*Task goal*
Go through the data below and retype all of it exactly.

*Available data*
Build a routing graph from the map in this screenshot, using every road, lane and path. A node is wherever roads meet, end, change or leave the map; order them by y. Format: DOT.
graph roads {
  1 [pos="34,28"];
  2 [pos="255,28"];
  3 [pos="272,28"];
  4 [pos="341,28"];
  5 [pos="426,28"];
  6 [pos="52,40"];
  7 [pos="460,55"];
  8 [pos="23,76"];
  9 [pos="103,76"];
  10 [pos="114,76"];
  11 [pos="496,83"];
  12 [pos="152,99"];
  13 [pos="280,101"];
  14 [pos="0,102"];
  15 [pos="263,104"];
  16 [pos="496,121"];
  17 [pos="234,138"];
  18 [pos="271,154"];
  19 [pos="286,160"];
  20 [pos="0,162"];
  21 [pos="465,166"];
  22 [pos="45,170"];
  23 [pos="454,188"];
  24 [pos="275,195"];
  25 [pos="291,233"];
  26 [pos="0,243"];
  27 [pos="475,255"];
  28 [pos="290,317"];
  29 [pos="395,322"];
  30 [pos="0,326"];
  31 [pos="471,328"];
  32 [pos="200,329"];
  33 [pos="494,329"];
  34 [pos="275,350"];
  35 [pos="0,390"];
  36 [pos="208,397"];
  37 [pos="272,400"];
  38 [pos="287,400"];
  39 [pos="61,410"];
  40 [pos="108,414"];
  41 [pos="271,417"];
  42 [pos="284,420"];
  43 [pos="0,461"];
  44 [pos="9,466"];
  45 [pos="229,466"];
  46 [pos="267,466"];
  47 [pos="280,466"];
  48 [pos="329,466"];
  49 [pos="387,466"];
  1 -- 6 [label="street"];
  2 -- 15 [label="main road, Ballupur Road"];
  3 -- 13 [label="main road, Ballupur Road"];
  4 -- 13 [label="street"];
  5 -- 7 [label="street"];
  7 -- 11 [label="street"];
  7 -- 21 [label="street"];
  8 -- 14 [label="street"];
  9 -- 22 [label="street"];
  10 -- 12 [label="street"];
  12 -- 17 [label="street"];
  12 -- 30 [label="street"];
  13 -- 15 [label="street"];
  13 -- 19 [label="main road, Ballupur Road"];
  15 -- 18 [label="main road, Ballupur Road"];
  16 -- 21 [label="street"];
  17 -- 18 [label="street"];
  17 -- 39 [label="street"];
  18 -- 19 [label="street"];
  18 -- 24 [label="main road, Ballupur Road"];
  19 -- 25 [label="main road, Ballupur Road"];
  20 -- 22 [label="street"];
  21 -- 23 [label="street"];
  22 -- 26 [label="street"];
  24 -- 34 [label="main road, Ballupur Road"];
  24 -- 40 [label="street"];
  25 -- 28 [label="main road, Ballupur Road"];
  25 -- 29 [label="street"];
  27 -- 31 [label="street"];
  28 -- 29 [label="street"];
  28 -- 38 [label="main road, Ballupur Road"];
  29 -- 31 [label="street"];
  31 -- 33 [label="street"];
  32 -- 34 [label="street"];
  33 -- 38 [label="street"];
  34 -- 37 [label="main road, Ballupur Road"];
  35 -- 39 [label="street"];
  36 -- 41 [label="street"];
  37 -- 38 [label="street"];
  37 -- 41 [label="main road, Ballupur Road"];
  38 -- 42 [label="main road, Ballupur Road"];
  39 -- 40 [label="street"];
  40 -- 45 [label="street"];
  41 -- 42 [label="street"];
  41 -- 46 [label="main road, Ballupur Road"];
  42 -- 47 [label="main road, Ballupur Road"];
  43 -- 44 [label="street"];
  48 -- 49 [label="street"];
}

*Answer section*
Build a routing graph from the map in this screenshot, using every road, lane and path. A node is wherever roads meet, end, change or leave the map; order them by y. Format: DOT.
graph roads {
  1 [pos="34,28"];
  2 [pos="255,28"];
  3 [pos="272,28"];
  4 [pos="341,28"];
  5 [pos="426,28"];
  6 [pos="52,40"];
  7 [pos="460,55"];
  8 [pos="23,76"];
  9 [pos="103,76"];
  10 [pos="114,76"];
  11 [pos="496,83"];
  12 [pos="152,99"];
  13 [pos="280,101"];
  14 [pos="0,102"];
  15 [pos="263,104"];
  16 [pos="496,121"];
  17 [pos="234,138"];
  18 [pos="271,154"];
  19 [pos="286,160"];
  20 [pos="0,162"];
  21 [pos="465,166"];
  22 [pos="45,170"];
  23 [pos="454,188"];
  24 [pos="275,195"];
  25 [pos="291,233"];
  26 [pos="0,243"];
  27 [pos="475,255"];
  28 [pos="290,317"];
  29 [pos="395,322"];
  30 [pos="0,326"];
  31 [pos="471,328"];
  32 [pos="200,329"];
  33 [pos="494,329"];
  34 [pos="275,350"];
  35 [pos="0,390"];
  36 [pos="208,397"];
  37 [pos="272,400"];
  38 [pos="287,400"];
  39 [pos="61,410"];
  40 [pos="108,414"];
  41 [pos="271,417"];
  42 [pos="284,420"];
  43 [pos="0,461"];
  44 [pos="9,466"];
  45 [pos="229,466"];
  46 [pos="267,466"];
  47 [pos="280,466"];
  48 [pos="329,466"];
  49 [pos="387,466"];
  1 -- 6 [label="street"];
  2 -- 15 [label="main road, Ballupur Road"];
  3 -- 13 [label="main road, Ballupur Road"];
  4 -- 13 [label="street"];
  5 -- 7 [label="street"];
  7 -- 11 [label="street"];
  7 -- 21 [label="street"];
  8 -- 14 [label="street"];
  9 -- 22 [label="street"];
  10 -- 12 [label="street"];
  12 -- 17 [label="street"];
  12 -- 30 [label="street"];
  13 -- 15 [label="street"];
  13 -- 19 [label="main road, Ballupur Road"];
  15 -- 18 [label="main road, Ballupur Road"];
  16 -- 21 [label="street"];
  17 -- 18 [label="street"];
  17 -- 39 [label="street"];
  18 -- 19 [label="street"];
  18 -- 24 [label="main road, Ballupur Road"];
  19 -- 25 [label="main road, Ballupur Road"];
  20 -- 22 [label="street"];
  21 -- 23 [label="street"];
  22 -- 26 [label="street"];
  24 -- 34 [label="main road, Ballupur Road"];
  24 -- 40 [label="street"];
  25 -- 28 [label="main road, Ballupur Road"];
  25 -- 29 [label="street"];
  27 -- 31 [label="street"];
  28 -- 29 [label="street"];
  28 -- 38 [label="main road, Ballupur Road"];
  29 -- 31 [label="street"];
  31 -- 33 [label="street"];
  32 -- 34 [label="street"];
  33 -- 38 [label="street"];
  34 -- 37 [label="main road, Ballupur Road"];
  35 -- 39 [label="street"];
  36 -- 41 [label="street"];
  37 -- 38 [label="street"];
  37 -- 41 [label="main road, Ballupur Road"];
  38 -- 42 [label="main road, Ballupur Road"];
  39 -- 40 [label="street"];
  40 -- 45 [label="street"];
  41 -- 42 [label="street"];
  41 -- 46 [label="main road, Ballupur Road"];
  42 -- 47 [label="main road, Ballupur Road"];
  43 -- 44 [label="street"];
  48 -- 49 [label="street"];
}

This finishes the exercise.